The CEO of one of Puerto Rico's largest insurers spoke out in an exclusive interview with CNBC, firing back at his critics, talking about the decision to sue Puerto Rico after its recent debt default, and warning of the "dreadful" impact granting the commonwealth access to U.S. bankruptcy laws could have on its citizens and the broader markets.

Puerto Rico's senior officials have been desperately asking U.S. lawmakers to grant the island access to Chapter 9 bankruptcy protection in order to restructure its some $70 billion in outstanding debt — a move that Ambac CEO Nader Tavakoli maintains is misguided.

Alejandro García Padilla, the governor of the commonwealth, as well as Puerto Rico's bankruptcy professionals and public relations experts are placing all their bets on getting Chapter 9 access, Tavakoli said.

"They are spending a lot of time and effort and money including a big [public relations] machine endeavoring to do that," he said.

Calling that path "dreadful" and "a horrible idea for the people of Puerto Rico," Tavakoli says a Chapter 9 filing would lead to lengthy litigation and hundreds of millions of dollars in incremental expenses. He maintains that it would also put the island's integrity and ability to access capital markets in the future on the line.

"We think it will be very hard for the commonwealth to regain credibility because what they are talking about is applying bankruptcy retroactively to obligations issued with a clear understanding that there would not be a bankruptcy," he said.

Tavakoli would instead favor the implementation of a federal control board to oversee the commonwealth, similar to what was put in place 20 years ago for Washington, D.C.

"We'd be willing to work constructively in that process and we would be willing to think about alternatives to lawsuits," he said.

Last week, Ambac jointly filed suit with Assured Guaranty against numerous senior officials of the commonwealth.

"Lawsuits should be a last resort and we really did this reluctantly," he said. But Ambac was "in a situation where we feel that the commonwealth has blatantly violated their own laws, as well as the Constitution of the United States."

The suit, which was filed on Jan. 8 in the U.S. District Court of Puerto Rico in San Juan, challenges Puerto Rico's use of an emergency measure, which was authorized by the governor, to "claw back" revenue pledged to certain tax-supported bonds in order to make most of the nearly $1 billion in debt payments due to bondholders on Jan. 4.

The insurers contend that the diversion of pledged funds resulted in a default of about $36 million due on bonds issued by Puerto Rico's infrastructure authority, which forced the companies to pay out about $10.75 million under insurance policies that backed a portion of the defaulted bonds.

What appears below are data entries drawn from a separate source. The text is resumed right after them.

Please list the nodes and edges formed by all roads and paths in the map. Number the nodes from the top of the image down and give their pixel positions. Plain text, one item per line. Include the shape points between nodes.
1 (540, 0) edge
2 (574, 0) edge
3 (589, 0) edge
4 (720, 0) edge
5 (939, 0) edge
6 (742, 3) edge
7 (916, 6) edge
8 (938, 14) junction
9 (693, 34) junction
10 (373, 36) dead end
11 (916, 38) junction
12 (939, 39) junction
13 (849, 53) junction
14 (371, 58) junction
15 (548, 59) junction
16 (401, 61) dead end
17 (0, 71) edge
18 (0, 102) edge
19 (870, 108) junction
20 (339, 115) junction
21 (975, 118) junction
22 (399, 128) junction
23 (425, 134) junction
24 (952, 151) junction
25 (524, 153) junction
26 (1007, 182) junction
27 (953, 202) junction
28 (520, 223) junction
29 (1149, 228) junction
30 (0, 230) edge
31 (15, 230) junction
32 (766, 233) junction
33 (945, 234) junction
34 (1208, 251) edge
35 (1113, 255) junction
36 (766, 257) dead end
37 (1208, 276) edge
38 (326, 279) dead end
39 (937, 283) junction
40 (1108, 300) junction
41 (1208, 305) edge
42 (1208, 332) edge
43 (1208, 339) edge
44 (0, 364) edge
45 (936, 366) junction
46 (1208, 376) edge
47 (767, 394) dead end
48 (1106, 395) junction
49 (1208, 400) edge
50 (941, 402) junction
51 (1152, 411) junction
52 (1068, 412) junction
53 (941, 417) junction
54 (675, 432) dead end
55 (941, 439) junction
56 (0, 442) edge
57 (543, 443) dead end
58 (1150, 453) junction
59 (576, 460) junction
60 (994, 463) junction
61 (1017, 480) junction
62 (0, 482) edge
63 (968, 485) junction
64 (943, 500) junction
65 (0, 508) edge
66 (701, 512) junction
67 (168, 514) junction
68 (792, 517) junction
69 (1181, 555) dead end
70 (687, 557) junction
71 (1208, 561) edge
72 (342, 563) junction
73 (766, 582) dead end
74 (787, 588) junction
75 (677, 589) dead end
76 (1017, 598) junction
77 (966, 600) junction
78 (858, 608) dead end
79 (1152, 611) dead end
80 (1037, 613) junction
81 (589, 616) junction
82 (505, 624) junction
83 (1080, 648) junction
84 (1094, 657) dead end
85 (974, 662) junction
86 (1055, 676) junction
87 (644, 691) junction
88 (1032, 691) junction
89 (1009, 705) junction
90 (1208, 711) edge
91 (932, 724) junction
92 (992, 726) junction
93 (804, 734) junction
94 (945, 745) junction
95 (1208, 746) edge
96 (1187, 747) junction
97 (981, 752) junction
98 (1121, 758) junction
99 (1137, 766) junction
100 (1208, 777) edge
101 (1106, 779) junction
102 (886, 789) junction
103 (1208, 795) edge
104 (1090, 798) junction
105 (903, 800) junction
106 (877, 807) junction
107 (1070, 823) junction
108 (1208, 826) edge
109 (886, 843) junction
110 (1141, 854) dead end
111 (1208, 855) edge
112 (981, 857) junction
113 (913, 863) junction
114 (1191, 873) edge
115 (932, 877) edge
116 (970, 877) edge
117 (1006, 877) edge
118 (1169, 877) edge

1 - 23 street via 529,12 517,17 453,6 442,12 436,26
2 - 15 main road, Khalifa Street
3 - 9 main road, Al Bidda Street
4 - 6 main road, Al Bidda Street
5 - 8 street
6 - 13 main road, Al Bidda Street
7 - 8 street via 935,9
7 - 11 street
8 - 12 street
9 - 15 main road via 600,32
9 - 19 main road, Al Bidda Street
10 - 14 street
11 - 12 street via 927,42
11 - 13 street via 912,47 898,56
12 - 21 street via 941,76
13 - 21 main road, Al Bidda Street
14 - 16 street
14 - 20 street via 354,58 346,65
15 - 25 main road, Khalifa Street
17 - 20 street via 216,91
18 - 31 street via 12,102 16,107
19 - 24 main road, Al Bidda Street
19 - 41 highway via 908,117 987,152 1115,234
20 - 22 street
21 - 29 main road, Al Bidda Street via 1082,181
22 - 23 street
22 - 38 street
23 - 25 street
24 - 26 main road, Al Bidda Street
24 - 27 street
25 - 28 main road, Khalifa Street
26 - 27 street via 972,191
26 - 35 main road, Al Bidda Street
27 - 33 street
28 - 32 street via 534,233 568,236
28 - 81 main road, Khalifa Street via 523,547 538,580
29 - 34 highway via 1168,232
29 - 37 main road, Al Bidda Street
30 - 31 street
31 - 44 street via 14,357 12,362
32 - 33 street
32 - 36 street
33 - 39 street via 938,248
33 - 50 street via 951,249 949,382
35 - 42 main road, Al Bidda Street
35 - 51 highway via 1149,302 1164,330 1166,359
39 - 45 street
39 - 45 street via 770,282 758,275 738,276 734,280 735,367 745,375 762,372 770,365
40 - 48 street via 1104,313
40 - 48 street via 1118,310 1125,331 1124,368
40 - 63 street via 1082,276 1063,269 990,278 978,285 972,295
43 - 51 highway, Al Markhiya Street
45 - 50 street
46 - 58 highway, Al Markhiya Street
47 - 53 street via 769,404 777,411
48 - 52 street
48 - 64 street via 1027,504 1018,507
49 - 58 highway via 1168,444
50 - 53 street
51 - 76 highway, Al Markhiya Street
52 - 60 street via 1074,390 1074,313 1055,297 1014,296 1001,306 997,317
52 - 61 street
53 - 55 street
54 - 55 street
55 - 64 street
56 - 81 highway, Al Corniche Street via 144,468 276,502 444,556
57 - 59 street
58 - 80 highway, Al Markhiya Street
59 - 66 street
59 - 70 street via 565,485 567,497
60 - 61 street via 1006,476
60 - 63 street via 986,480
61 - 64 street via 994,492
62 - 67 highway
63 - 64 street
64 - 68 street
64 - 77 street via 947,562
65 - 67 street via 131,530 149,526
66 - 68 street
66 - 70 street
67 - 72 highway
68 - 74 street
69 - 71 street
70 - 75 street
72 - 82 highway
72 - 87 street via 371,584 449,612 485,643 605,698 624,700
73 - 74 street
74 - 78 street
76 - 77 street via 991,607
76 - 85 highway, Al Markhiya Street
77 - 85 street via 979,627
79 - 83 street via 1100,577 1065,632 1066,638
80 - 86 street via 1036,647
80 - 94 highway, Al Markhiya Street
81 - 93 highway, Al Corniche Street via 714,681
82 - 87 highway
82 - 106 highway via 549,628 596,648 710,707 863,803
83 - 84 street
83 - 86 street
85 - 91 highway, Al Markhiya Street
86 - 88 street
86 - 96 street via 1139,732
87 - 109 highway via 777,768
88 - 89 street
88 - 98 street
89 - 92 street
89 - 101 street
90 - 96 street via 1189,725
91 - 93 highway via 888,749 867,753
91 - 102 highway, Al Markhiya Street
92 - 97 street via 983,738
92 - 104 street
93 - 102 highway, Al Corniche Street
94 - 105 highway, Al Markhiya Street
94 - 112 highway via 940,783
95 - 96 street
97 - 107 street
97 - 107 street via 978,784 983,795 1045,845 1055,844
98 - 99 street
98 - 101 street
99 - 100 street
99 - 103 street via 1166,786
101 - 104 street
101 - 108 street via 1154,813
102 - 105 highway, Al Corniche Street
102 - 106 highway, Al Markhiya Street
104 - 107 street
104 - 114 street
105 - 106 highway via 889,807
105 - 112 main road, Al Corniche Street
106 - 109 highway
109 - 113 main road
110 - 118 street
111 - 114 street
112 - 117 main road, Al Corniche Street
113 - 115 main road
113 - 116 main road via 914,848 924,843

Puerto Rico has 21 days from the moment it is served with the summons and a copy of the complaint to respond to Ambac and Assured Guaranty's lawsuit, says John Mudd, a San Juan-based attorney who specializes in bankruptcy and constitutional law.

Reuters recently reported that three of Ambac's top 10 shareholders called for Tavakoli to step down from his CEO position. Calling the disgruntled shareholders a "couple of aggressive hedge funds" that also own Ambac shares, he noted, "We're not aware of any shareholders calling for my ouster."